Feeders, motor circuits and distribution at 208, 480 and 600 V — line-to-line drop with the √3 factor, power factor correction and parallel sets built in.
In a balanced three-phase circuit the return current of each phase flows through the other two phases rather than a dedicated return conductor, so the effective round-trip factor drops from 2 to √3 (≈1.732). That 13% saving — plus the higher voltages — is a big part of why industrial power is three-phase.
A motor's starting inrush is typically 6× its running current, so a feeder that drops 3% at full load can sag 18% during starting — enough to drop out contactors or stall the start. For motor feeders, many engineers size for 2% running drop or verify the starting sag separately.

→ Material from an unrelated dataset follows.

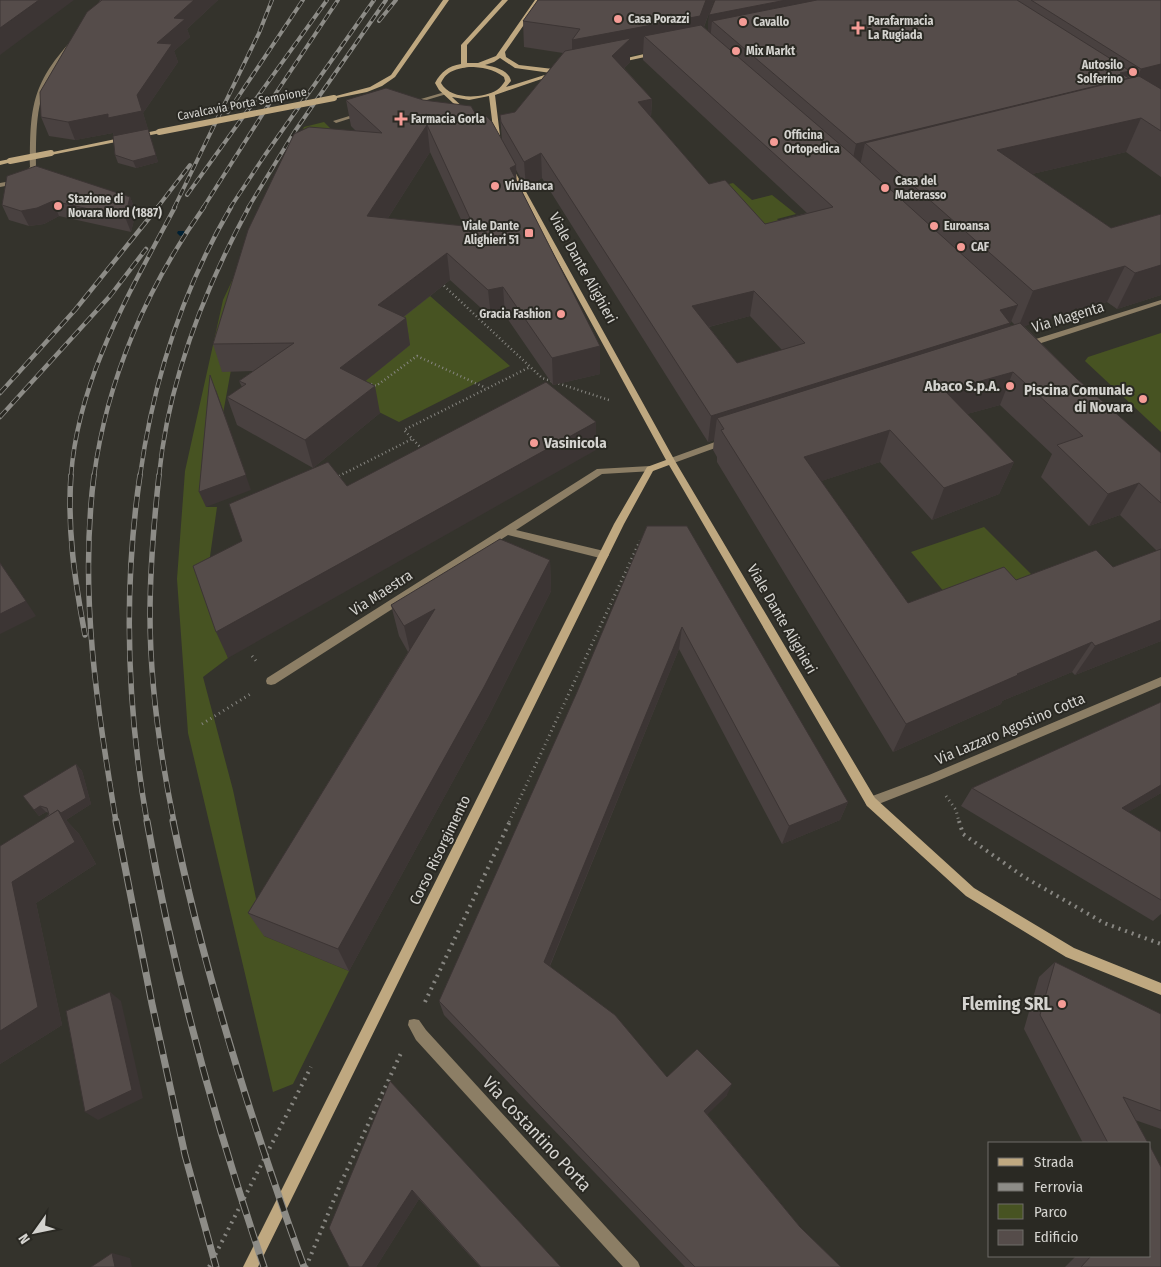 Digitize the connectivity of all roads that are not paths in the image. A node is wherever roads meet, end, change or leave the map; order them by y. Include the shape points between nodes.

| I | line current, amps |
| L | one-way length, feet |
| R | Ω/kft, Chapter 9 Table 8 |
| PF | power factor of the load |
√3 (≈1.732) replaces the single-phase ×2 — three-phase has no dedicated return conductor. Percent uses line-to-line voltage.
This calculator computes line-to-line drop for a balanced load, which is the standard feeder calculation. For single-phase loads tapped off one phase, treat them as a 1-phase circuit at the phase voltage.
Each added parallel set divides the effective conductor resistance — two sets halve the drop. Per NEC 310.10(G), paralleled conductors must be 1/0 AWG or larger and matched in length, material and termination.